**SUPPLIED DATA**

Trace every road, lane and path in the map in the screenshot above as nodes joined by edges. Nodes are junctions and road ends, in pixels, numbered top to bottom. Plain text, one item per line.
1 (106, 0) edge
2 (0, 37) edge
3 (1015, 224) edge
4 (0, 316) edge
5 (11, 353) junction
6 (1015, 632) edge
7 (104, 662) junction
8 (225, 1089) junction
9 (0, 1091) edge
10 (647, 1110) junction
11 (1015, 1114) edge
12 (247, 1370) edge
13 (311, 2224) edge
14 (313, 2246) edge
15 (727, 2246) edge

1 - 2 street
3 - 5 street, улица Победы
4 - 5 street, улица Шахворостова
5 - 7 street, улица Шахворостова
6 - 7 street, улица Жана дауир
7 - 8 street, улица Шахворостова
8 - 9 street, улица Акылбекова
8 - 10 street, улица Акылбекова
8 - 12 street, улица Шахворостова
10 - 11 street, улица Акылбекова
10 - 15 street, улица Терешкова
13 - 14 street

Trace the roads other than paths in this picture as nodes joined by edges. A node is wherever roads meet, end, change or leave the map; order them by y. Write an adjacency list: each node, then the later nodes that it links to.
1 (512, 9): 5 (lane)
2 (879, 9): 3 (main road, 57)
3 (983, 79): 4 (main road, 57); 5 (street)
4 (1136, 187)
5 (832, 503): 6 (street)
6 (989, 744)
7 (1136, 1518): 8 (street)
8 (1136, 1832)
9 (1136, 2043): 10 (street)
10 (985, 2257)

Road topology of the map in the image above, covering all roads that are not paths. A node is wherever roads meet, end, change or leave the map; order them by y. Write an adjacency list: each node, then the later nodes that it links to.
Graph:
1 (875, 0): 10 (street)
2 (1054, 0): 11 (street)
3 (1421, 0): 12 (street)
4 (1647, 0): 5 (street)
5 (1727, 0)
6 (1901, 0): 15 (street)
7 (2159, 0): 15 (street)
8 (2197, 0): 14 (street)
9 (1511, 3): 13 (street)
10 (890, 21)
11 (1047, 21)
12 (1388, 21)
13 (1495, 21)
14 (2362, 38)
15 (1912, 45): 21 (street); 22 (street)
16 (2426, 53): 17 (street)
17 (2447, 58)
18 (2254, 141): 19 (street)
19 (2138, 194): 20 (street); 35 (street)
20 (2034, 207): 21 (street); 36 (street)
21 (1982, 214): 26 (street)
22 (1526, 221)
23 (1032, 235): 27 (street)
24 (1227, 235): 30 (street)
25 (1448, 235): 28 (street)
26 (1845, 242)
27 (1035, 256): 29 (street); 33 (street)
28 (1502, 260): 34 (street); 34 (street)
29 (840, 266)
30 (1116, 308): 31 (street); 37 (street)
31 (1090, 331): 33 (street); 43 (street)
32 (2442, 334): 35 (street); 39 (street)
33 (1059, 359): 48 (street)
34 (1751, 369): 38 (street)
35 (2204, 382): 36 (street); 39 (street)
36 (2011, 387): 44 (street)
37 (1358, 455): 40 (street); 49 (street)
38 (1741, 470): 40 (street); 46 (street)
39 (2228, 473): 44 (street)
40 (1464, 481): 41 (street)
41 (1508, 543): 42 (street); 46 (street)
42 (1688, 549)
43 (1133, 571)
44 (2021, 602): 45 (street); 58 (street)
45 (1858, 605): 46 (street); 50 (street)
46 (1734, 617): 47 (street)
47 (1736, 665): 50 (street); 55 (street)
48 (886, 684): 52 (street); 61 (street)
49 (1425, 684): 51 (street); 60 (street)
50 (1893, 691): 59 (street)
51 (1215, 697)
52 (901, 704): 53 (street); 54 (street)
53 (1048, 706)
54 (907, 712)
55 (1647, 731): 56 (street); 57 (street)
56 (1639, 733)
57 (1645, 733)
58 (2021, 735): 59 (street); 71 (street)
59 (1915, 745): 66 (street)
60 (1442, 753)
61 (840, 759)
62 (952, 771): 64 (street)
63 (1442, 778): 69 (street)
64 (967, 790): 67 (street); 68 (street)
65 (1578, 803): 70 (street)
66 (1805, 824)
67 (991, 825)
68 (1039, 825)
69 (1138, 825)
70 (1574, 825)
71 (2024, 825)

**WHAT TO DO**
The full listing must come back exactly as given.

**RESPONSE**
Trace every road, lane and path in the map in the screenshot above as nodes joined by edges. Nodes are junctions and road ends, in pixels, numbered top to bottom. Plain text, one item per line.
1 (106, 0) edge
2 (0, 37) edge
3 (1015, 224) edge
4 (0, 316) edge
5 (11, 353) junction
6 (1015, 632) edge
7 (104, 662) junction
8 (225, 1089) junction
9 (0, 1091) edge
10 (647, 1110) junction
11 (1015, 1114) edge
12 (247, 1370) edge
13 (311, 2224) edge
14 (313, 2246) edge
15 (727, 2246) edge

1 - 2 street
3 - 5 street, улица Победы
4 - 5 street, улица Шахворостова
5 - 7 street, улица Шахворостова
6 - 7 street, улица Жана дауир
7 - 8 street, улица Шахворостова
8 - 9 street, улица Акылбекова
8 - 10 street, улица Акылбекова
8 - 12 street, улица Шахворостова
10 - 11 street, улица Акылбекова
10 - 15 street, улица Терешкова
13 - 14 street

Trace the roads other than paths in this picture as nodes joined by edges. A node is wherever roads meet, end, change or leave the map; order them by y. Write an adjacency list: each node, then the later nodes that it links to.
1 (512, 9): 5 (lane)
2 (879, 9): 3 (main road, 57)
3 (983, 79): 4 (main road, 57); 5 (street)
4 (1136, 187)
5 (832, 503): 6 (street)
6 (989, 744)
7 (1136, 1518): 8 (street)
8 (1136, 1832)
9 (1136, 2043): 10 (street)
10 (985, 2257)

Road topology of the map in the image above, covering all roads that are not paths. A node is wherever roads meet, end, change or leave the map; order them by y. Write an adjacency list: each node, then the later nodes that it links to.
Graph:
1 (875, 0): 10 (street)
2 (1054, 0): 11 (street)
3 (1421, 0): 12 (street)
4 (1647, 0): 5 (street)
5 (1727, 0)
6 (1901, 0): 15 (street)
7 (2159, 0): 15 (street)
8 (2197, 0): 14 (street)
9 (1511, 3): 13 (street)
10 (890, 21)
11 (1047, 21)
12 (1388, 21)
13 (1495, 21)
14 (2362, 38)
15 (1912, 45): 21 (street); 22 (street)
16 (2426, 53): 17 (street)
17 (2447, 58)
18 (2254, 141): 19 (street)
19 (2138, 194): 20 (street); 35 (street)
20 (2034, 207): 21 (street); 36 (street)
21 (1982, 214): 26 (street)
22 (1526, 221)
23 (1032, 235): 27 (street)
24 (1227, 235): 30 (street)
25 (1448, 235): 28 (street)
26 (1845, 242)
27 (1035, 256): 29 (street); 33 (street)
28 (1502, 260): 34 (street); 34 (street)
29 (840, 266)
30 (1116, 308): 31 (street); 37 (street)
31 (1090, 331): 33 (street); 43 (street)
32 (2442, 334): 35 (street); 39 (street)
33 (1059, 359): 48 (street)
34 (1751, 369): 38 (street)
35 (2204, 382): 36 (street); 39 (street)
36 (2011, 387): 44 (street)
37 (1358, 455): 40 (street); 49 (street)
38 (1741, 470): 40 (street); 46 (street)
39 (2228, 473): 44 (street)
40 (1464, 481): 41 (street)
41 (1508, 543): 42 (street); 46 (street)
42 (1688, 549)
43 (1133, 571)
44 (2021, 602): 45 (street); 58 (street)
45 (1858, 605): 46 (street); 50 (street)
46 (1734, 617): 47 (street)
47 (1736, 665): 50 (street); 55 (street)
48 (886, 684): 52 (street); 61 (street)
49 (1425, 684): 51 (street); 60 (street)
50 (1893, 691): 59 (street)
51 (1215, 697)
52 (901, 704): 53 (street); 54 (street)
53 (1048, 706)
54 (907, 712)
55 (1647, 731): 56 (street); 57 (street)
56 (1639, 733)
57 (1645, 733)
58 (2021, 735): 59 (street); 71 (street)
59 (1915, 745): 66 (street)
60 (1442, 753)
61 (840, 759)
62 (952, 771): 64 (street)
63 (1442, 778): 69 (street)
64 (967, 790): 67 (street); 68 (street)
65 (1578, 803): 70 (street)
66 (1805, 824)
67 (991, 825)
68 (1039, 825)
69 (1138, 825)
70 (1574, 825)
71 (2024, 825)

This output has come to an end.